Buena parte del tiempo de cuantos vivimos lo más de nuestra vida en el régimen anterior estuvo veteado por los cánticos patrióticos que era preciso escuchar y corear con cierto decoro. Todos conocíamos la letra de los himnos de Falange, el Oriamendi de los requetés, el de La fiel Infantería, de la Legión y cuantos se interpretaban al concluir las sesiones de cine, de teatro o cualesquiera fuesen los eventos presenciados, incluidas las manifestaciones patrióticas, los actos patrióticos, una fuente pública, un estreno de José María Pemán o una película de vaqueros. Era la rúbrica de los vencedores, que no dejaba de producir algo de cansancio y fastidio. Llegados los años cincuenta, el fervor remitió. Todas aquellas expresiones tenían letra fácil de recordar -como en el otro bando la Internacional, A las barricadas, Bandera roja o el pedestre Himno de Riego-, todas, salvo el Himno Nacional o Marcha de granaderos, que hasta la fecha no ha encontrado un texto feliz y apropiado. Sentimos cierto rubor cuando en eventos deportivos internacionales contemplamos a nuestros representantes sobre el césped o el podio en un silencio difícil de interpretar por la gente extraña. Así vemos, en los encuentros internacionales, a los futbolistas como 11 marmolillos en un silencio inmóvil, sin saber qué gesto poner, conscientes de que les enfocan las cámaras de la televisión.

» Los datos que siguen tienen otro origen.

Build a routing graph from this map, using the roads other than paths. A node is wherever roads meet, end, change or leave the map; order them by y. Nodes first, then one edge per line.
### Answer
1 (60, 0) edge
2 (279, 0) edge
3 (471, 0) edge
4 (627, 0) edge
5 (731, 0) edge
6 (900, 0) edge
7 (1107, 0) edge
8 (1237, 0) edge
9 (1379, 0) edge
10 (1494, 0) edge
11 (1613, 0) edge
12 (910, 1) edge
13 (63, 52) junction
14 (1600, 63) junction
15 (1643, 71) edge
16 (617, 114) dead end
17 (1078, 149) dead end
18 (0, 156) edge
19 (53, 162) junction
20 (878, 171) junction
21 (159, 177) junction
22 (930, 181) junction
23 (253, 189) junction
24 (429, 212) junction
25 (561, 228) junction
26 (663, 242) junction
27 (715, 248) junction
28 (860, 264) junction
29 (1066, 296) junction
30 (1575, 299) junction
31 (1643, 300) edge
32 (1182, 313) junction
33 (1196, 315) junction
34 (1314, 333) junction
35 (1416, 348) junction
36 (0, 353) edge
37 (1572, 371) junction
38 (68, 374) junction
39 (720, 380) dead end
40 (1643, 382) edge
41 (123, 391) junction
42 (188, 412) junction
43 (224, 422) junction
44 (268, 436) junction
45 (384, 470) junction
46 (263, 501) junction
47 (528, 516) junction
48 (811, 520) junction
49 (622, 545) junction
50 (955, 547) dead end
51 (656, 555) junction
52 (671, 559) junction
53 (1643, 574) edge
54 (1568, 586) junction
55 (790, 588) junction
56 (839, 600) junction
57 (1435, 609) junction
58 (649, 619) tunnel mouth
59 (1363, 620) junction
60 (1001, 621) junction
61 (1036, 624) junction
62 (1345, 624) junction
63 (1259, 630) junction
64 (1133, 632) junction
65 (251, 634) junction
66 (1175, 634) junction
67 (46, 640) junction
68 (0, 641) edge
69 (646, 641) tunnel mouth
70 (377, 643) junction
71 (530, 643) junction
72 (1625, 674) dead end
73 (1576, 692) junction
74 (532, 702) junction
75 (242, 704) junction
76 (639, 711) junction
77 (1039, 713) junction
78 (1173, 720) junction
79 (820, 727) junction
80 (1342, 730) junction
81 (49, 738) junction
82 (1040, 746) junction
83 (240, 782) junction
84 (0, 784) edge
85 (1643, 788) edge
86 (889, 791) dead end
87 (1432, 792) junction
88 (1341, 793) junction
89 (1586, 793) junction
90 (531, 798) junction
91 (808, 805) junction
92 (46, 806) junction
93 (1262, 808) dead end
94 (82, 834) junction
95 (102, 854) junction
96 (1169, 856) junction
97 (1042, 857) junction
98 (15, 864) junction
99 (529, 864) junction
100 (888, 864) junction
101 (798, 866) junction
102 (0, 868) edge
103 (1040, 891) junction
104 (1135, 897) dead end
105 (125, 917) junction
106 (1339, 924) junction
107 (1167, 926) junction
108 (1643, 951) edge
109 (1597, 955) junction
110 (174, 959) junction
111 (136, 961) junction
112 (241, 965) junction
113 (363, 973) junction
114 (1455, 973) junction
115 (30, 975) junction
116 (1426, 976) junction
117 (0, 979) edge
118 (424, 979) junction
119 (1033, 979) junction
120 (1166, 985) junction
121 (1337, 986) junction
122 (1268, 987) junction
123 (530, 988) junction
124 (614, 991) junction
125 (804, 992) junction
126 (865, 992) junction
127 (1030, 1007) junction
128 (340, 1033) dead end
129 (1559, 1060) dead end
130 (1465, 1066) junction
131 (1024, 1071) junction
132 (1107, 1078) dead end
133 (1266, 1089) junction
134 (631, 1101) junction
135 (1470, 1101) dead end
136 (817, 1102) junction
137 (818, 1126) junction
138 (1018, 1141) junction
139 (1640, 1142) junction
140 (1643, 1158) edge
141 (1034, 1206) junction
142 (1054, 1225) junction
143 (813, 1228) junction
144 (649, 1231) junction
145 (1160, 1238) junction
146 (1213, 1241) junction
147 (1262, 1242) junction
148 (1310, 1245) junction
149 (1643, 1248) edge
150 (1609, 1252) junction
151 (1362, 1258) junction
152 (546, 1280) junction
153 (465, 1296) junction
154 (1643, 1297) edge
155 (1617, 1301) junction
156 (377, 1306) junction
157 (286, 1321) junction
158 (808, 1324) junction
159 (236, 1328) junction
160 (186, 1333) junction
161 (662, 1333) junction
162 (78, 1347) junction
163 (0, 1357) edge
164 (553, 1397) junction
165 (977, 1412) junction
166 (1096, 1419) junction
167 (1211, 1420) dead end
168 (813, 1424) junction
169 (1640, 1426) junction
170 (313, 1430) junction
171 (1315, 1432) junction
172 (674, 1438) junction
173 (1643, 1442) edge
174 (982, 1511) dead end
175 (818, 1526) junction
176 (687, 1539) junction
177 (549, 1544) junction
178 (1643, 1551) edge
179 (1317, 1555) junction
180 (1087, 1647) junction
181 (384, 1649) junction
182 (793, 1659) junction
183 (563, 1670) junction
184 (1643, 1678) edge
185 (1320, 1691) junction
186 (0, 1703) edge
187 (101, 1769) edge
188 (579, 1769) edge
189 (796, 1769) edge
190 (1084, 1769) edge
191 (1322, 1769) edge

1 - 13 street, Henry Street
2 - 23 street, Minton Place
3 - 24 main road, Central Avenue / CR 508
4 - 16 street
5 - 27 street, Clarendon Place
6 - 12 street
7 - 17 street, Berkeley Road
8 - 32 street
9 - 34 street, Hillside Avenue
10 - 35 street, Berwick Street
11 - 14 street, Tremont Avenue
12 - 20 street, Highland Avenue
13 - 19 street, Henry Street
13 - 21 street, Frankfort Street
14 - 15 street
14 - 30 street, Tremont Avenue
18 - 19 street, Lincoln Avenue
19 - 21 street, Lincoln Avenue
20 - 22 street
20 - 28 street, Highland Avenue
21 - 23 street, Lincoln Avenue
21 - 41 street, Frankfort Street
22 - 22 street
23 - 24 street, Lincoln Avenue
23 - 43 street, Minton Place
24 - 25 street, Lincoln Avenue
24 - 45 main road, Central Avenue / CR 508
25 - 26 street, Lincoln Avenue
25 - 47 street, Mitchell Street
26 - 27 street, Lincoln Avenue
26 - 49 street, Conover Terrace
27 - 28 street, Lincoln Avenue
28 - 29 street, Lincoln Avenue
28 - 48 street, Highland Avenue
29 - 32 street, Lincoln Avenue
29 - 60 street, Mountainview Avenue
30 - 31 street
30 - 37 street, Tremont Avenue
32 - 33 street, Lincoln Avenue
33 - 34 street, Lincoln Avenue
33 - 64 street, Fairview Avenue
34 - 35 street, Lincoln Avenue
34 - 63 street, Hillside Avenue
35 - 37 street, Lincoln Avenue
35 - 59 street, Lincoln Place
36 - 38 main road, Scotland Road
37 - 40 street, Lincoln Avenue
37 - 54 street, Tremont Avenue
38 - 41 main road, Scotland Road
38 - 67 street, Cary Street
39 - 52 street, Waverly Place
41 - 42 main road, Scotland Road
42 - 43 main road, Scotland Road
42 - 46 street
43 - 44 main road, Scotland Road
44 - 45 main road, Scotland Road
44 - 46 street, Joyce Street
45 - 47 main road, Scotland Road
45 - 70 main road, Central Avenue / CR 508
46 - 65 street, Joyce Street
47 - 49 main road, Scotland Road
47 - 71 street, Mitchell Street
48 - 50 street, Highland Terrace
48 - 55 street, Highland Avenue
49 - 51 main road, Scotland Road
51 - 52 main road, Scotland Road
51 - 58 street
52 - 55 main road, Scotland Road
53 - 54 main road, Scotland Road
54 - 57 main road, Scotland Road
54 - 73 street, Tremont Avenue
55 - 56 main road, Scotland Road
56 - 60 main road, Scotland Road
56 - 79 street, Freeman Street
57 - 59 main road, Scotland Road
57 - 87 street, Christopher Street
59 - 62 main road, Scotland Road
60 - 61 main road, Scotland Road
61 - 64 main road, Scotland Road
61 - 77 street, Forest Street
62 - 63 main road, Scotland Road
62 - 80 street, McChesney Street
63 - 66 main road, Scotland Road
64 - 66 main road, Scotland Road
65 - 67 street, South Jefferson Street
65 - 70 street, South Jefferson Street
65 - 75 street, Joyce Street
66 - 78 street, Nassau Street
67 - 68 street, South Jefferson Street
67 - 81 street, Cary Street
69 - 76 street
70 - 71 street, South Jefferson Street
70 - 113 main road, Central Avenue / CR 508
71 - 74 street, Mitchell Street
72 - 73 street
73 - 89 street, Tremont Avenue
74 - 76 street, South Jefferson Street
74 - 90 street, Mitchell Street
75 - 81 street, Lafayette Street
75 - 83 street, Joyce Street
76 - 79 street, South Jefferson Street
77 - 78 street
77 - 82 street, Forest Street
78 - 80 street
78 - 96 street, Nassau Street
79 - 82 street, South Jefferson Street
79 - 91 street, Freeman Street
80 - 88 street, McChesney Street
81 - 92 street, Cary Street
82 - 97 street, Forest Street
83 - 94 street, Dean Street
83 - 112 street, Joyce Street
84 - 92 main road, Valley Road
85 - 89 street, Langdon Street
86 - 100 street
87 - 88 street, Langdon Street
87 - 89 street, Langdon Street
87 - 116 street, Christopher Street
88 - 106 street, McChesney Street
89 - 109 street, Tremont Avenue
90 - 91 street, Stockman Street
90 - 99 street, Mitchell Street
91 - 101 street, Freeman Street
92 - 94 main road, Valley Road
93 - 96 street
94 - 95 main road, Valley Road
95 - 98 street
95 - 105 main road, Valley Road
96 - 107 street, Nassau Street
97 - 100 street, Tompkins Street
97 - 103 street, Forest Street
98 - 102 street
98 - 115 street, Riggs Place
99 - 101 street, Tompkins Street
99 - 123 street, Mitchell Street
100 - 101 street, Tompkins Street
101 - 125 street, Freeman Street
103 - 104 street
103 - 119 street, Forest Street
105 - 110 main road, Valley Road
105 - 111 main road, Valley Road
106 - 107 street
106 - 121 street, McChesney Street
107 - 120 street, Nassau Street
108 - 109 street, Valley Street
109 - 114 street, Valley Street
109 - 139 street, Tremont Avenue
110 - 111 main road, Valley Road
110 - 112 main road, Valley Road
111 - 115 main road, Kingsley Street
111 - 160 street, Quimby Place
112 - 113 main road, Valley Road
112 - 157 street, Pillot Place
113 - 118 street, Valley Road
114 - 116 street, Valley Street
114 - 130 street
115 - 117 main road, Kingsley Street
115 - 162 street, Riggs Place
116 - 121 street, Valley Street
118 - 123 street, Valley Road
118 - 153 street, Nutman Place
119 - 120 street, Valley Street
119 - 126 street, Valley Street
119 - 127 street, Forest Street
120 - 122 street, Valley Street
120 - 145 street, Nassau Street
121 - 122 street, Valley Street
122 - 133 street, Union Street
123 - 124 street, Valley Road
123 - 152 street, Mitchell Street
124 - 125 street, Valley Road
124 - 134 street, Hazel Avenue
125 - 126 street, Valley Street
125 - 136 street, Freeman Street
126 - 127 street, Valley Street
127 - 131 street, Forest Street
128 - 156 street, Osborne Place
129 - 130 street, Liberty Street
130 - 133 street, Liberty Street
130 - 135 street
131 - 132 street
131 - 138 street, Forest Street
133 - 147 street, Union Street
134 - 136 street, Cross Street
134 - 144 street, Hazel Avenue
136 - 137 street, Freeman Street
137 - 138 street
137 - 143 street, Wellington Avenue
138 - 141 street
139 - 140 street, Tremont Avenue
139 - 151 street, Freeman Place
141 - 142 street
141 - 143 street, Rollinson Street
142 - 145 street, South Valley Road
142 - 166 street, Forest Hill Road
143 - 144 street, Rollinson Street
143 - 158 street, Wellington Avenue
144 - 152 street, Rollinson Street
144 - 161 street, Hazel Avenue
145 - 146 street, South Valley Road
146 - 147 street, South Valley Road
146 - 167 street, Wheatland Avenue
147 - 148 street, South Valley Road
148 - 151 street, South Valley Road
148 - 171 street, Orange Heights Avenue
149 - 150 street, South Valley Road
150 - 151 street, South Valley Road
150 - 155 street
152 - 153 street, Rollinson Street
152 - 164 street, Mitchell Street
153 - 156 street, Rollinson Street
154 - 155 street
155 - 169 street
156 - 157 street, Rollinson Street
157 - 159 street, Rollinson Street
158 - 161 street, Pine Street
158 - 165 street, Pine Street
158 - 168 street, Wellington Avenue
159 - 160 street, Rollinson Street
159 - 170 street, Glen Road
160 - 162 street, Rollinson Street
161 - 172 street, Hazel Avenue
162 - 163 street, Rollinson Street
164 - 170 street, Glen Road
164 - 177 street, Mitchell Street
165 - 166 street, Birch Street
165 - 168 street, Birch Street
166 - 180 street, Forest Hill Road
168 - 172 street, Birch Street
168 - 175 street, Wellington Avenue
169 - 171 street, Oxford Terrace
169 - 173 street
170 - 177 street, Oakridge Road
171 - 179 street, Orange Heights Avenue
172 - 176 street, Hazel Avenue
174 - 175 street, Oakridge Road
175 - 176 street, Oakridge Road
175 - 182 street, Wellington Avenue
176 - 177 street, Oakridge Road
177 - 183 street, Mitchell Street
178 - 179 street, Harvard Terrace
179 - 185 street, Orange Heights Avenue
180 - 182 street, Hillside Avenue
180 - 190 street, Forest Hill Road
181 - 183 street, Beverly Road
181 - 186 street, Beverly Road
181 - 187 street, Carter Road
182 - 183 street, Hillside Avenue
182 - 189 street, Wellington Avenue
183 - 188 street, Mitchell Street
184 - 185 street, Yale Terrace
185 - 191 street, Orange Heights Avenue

Desmenuzado en la actualidad el Estado de las Autonomías, los cantos regionales se reservan para actividades políticas o de menor entidad deportiva, y -salvo la canción del club, conocida por todos los socios y por nadie más- no han cuajado las arengas sinfónicas más que en el terruño. El Guernicako arbola, con la mitad del título en castellano, y quizá Els segadors, donde, al parecer, se preconiza la degollina de los españoles. Pregunten a un madrileño cualquiera por la letra o la melodía del himno comunitario que, al parecer, existe, aunque no lo conozca ni el Potito.

Sin embargo, hay uno, precisamente el de la tierra de donde procedo, el de Asturias, familiar a todo habitante de la Península que haya tomado una copa de más fuera de sus fronteras. Allí se asume con toda solemnidad, y en las misas mayores del patrón o la patrona de cualquier rincón suenan sus acordes, pausados en el momento cumbre. Es la vieja nostalgia del emigrante: "Asturias, patria querida...", interpretada por la gaita, con el melancólico y lento redoble del tamboril. Me pregunto qué pensará un notable biólogo, un excelso poeta o un académico terminal cuando reciben el sustancioso premio del Príncipe y la orquesta o banda sonora serena sus compases. Tiene una letra cuyas estrofas son explícitas y aparentemente singulares: "... quién estuviera en Asturias / en algunas ocasiones". Soy partidario de la vieja versión, porque refleja el deseo de lo que puede ser, pero no es más que un desfallecimiento del ánimo, desvalorizado al afirmar "en todas las ocasiones", pues la morriña, la saudade, la añoranza, no puede ser una situación permanente, que recomendaría al asturiano de pro no moverse de su casa. Menos difundido es el resto, que encuentro sumamente moderno y afectuoso. Presenta al nativo como familiar con la naturaleza: "... Tengo de subir al árbol, / tengo de coger la flor...", que no es un gesto gratuito, sino de generosidad y galantería: "... y dársela a mi morena / que la ponga en el balcón...". Aparte de la libertad con la sintaxis, está probado que en el Principado hay muchas rubias. Lo que dice el texto tiene connotaciones machistas, exigentes, que se corrigen de inmediato: "... Que la ponga en el balcón / o la deje de poner...", exquisito respeto por el libre albedrío de la moza y no sólo rehúye la ubicación de la flor, sino que lleva implícita la posibilidad de que la tire a la calle o a la basura.

El asturiano acepta de buen grado el destino que la morena, o la rubia, reserven a la flor y termina el canto con alegre conformidad, aunque reafirmándose en el propósito inicial: "... Tengo de subir al árbol / y la flor he de coger", con lo que permanece intacto el propósito de encaramarse entre el ramaje. Pues allí se lo toman tan en serio que los visitantes de Oviedo pueden escuchar, en el centro de la Villa, el campaneo de una Caja de Ahorros que, cada hora, desgrana las notas del himno. Para mi ánimo, bastante descreído, resulta ese himno emocionante -que es lo que debe tener un himno- y optimista, muy bueno para acompañar la soledad de los que están lejos.